Artikel von Nicolas Kurzawa/ Faz
Die Bilder von 2015 dürfte kaum jemand vergessen haben. Sie wurden so oft gezeigt und diskutiert, dass sie sich eingebrannt haben – selbst jenen, die damals nicht zugegen waren: Zehntausende Geflüchtete, vor allem Menschen aus Syrien, dem Irak und Afghanistan, kamen in kurzer Zeit an deutschen Bahnhöfen an. München wurde damals zum Symbol der „Willkommenskultur“ und der „Flüchtlingskrise“ per se. Angela Merkels „Wir schaffen das“, das der damaligen Bundeskanzlerin bei einer Pressekonferenz am 31. August 2015 über die Lippen ging, sollte der zentrale Satz ihrer Kanzlerschaft werden.
Dieses Zitat steht seither auf dem Prüfstand. An Bilanzen oder Analysen, die sich daran reiben, mangelt es nicht. Ein klares und insbesondere objektives Urteil bleiben sie schuldig. Das kann selbst die Wissenschaft nicht leisten, schließlich hätte man die „Erfolgskriterien“ einer so vielschichtigen Aussage damals erst einmal definieren müssen. Eine neue Studie des Instituts für Arbeitsmarkt- und Berufsforschung (IAB), die am Montag veröffentlicht wurde, versucht dennoch, Licht ins Dunkel zu bringen. Sie fragt, wie gut die Flüchtlinge von 2015 heute im deutschen Arbeitsmarkt integriert sind – und überrascht mit einer positiven Antwort.
Dass mit einer so hohen Beschäftigungsquote eigentlich nicht zu rechnen war, liegt an den Nachteilen, die es Geflüchteten erschweren, einer geregelten Arbeit nachzugehen. Die Autoren der IAB-Studie nennen in diesem Zusammenhang drei große Ursachenkomplexe. So gebe es „Belastungen“ auf einer individuellen Ebene wie „traumatische Erfahrungen“ oder fehlende Sprachkenntnisse. Zudem seien Ausbildungs- und Bildungsabschlüsse nur schwer übertragbar. Eine dritte Herausforderung liege in institutionellen und „Kontextfaktoren“ der Zielländer: Die „Bleibeperspektiven“ seien oft unklar, hinzu kommen Beschäftigungsverbote in der Anfangsphase oder Wohnsitzauflagen.

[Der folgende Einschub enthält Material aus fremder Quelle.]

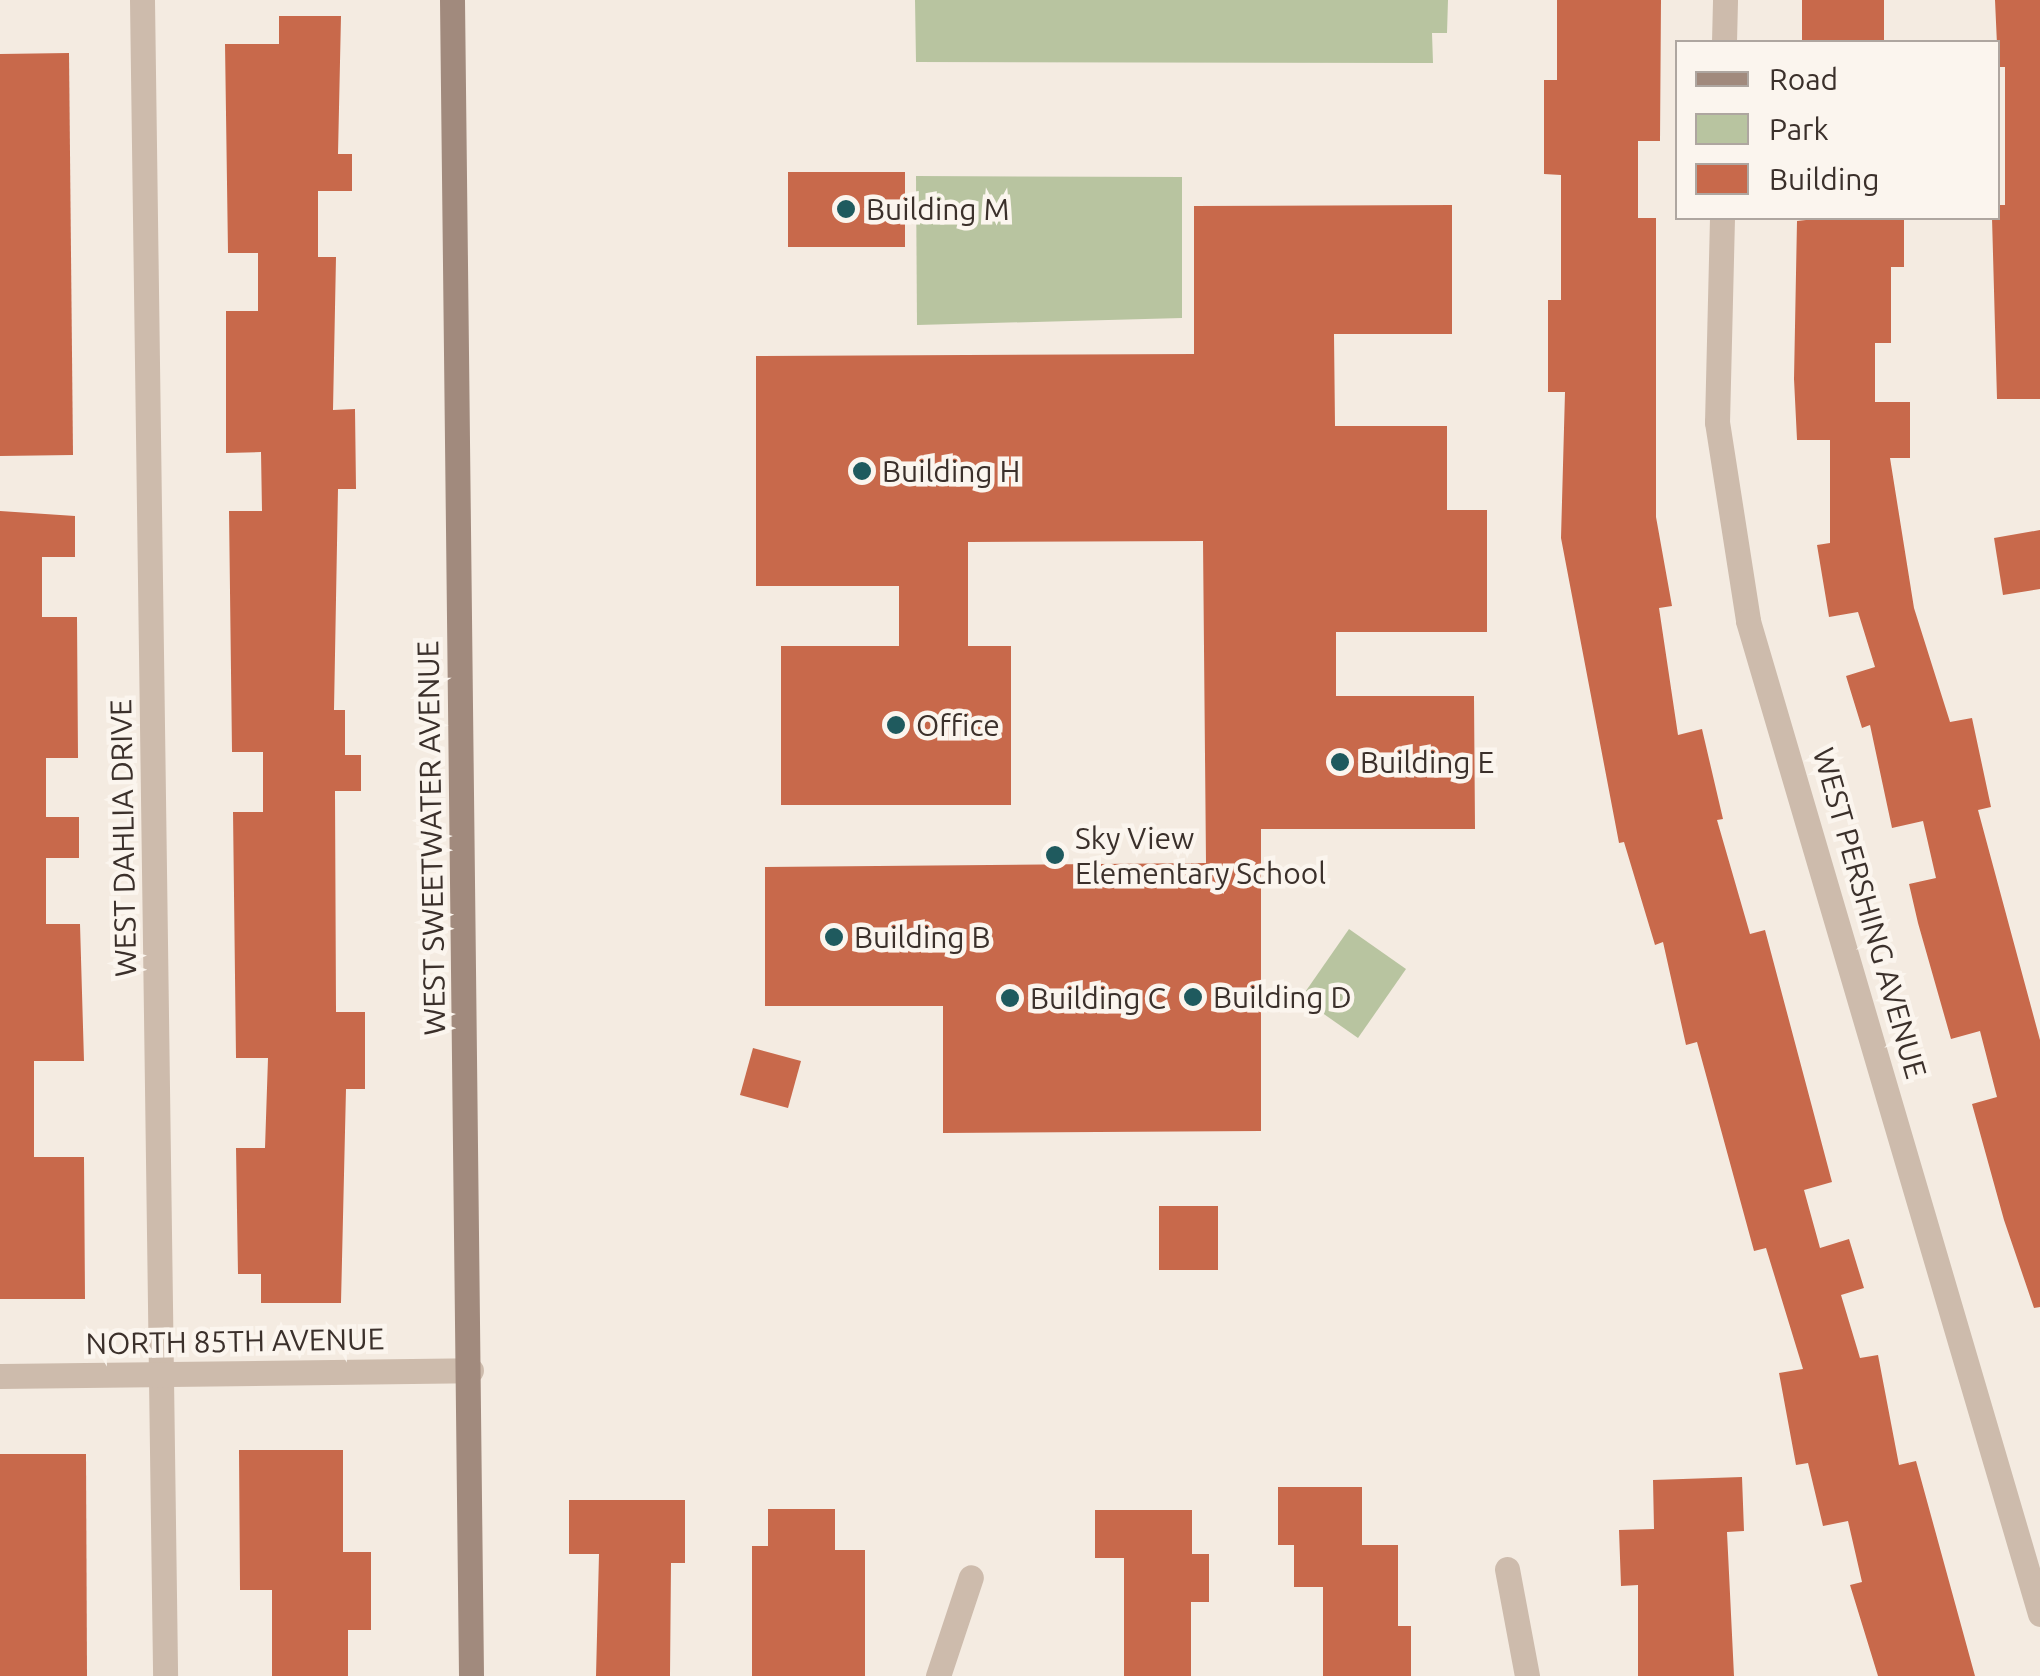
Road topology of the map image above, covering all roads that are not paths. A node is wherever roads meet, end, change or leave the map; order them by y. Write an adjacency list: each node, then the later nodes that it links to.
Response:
1 (142, 0): 8 (street, WEST DAHLIA DRIVE)
2 (452, 0): 6 (street, WEST SWEETWATER AVENUE)
3 (1725, 0): 4 (street)
4 (1724, 40)
5 (1722, 220): 11 (street, WEST PERSHING AVENUE)
6 (470, 1370): 8 (street, NORTH 85TH AVENUE); 13 (street, WEST SWEETWATER AVENUE)
7 (0, 1376): 8 (street, NORTH 85TH AVENUE)
8 (163, 1376): 12 (street, WEST DAHLIA DRIVE)
9 (1508, 1569): 15 (street)
10 (971, 1577): 14 (street)
11 (2040, 1614)
12 (166, 1676)
13 (471, 1676)
14 (938, 1676)
15 (1528, 1676)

Mit Blick auf diese Hürden überraschen die Zahlen tatsächlich. Aber es gibt auch ein Manko. Das wird offensichtlich, wenn man die Beschäftigungsquoten nach Geschlechtern unterteilt, denn zwischen Männern und Frauen gibt es ein großes Gefälle. Während die Quote bei Männern 2024 bei 76 Prozent lag, also sogar über dem Durchschnitt der Männer in Deutschland, waren nur 35 Prozent der Frauen beschäftigt. Zum Vergleich: In Deutschland beträgt die Quote bei Frauen insgesamt 69 Prozent. Mit konservativen Werten oder einer traditionellen Weltanschauung unter den geflüchteten Frauen sei das nicht erklärbar, sagt Herbert Brücker: „85 Prozent wollen arbeiten, und die überwältigende Mehrheit findet, dass eine Erwerbstätigkeit wichtig für die Gleichberechtigung von Frauen ist.“
In puncto Verdienst hinken die Geflüchteten hinterher. Acht Jahre nach ihrer Ankunft erreichten die vollzeitbeschäftigten Geflüchteten im Schnitt nur 70 Prozent der mittleren Verdienste der Deutschen, heißt es in der Studie. Damit liegen die Gehälter nur knapp über der Niedriglohnschwelle. Die liegt bei 66 Prozent. Das sei problematisch: „Niedrige Einkommen erhöhen das Risiko der Abhängigkeit von (ergänzenden) Transferleistungen.“ Der Anteil der Leistungsbezieher sei zwar bis 2023 von nahezu 100 Prozent auf rund ein Drittel gesunken, liege aber weiter deutlich über dem deutschen Schnitt. Die Anerkennung von Berufsabschlüssen, Qualifizierungsmaßnahmen und berufliche Weiterbildung bleiben demnach weiter „zentrale Hebel für nachhaltige Arbeitsmarktintegration“, schreiben die Forscher.